■ TASK TO CARRY OUT ■
Reproduce, from the lines below, exactly the stretch that begins at the line containing "thumb tip: (285, 27)" and ends at the line containing "pinky tip: (302, 45)", both included.

■ AVAILABLE DATA ■

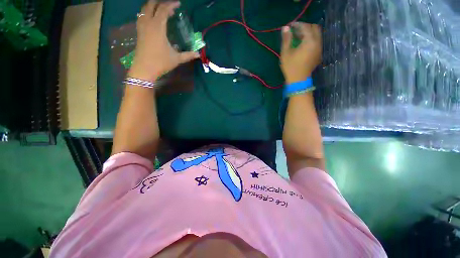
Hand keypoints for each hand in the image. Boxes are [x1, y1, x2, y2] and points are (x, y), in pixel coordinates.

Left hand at [129, 0, 199, 80]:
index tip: (178, 4)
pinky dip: (147, 13)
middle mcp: (148, 23)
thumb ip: (188, 55)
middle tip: (169, 6)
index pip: (163, 9)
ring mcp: (141, 26)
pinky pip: (141, 16)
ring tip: (160, 9)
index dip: (171, 5)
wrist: (144, 69)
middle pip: (151, 4)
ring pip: (144, 9)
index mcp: (158, 27)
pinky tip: (152, 18)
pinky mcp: (139, 32)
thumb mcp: (176, 59)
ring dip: (152, 6)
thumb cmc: (161, 62)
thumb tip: (198, 55)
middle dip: (160, 2)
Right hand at [280, 22, 321, 83]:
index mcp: (309, 41)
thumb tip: (285, 27)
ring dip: (308, 33)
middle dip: (305, 27)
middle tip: (295, 31)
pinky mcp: (318, 54)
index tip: (290, 26)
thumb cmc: (290, 67)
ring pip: (317, 34)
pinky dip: (310, 39)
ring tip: (298, 38)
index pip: (305, 27)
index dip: (297, 24)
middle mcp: (317, 42)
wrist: (298, 80)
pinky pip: (317, 41)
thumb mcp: (286, 53)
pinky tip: (302, 45)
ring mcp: (319, 48)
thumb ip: (286, 39)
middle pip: (314, 28)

■ RESULT FOR THIS EXERCISE ■
thumb tip: (285, 27)
ring dip: (308, 33)
middle dip: (305, 27)
middle tip: (295, 31)
pinky mcp: (318, 54)
index tip: (290, 26)
thumb cmc: (290, 67)
ring pip: (317, 34)
pinky dip: (310, 39)
ring tip: (298, 38)
index pip: (305, 27)
index dip: (297, 24)
middle mcp: (317, 42)
wrist: (298, 80)
pinky pip: (317, 41)
thumb mcp: (286, 53)
pinky tip: (302, 45)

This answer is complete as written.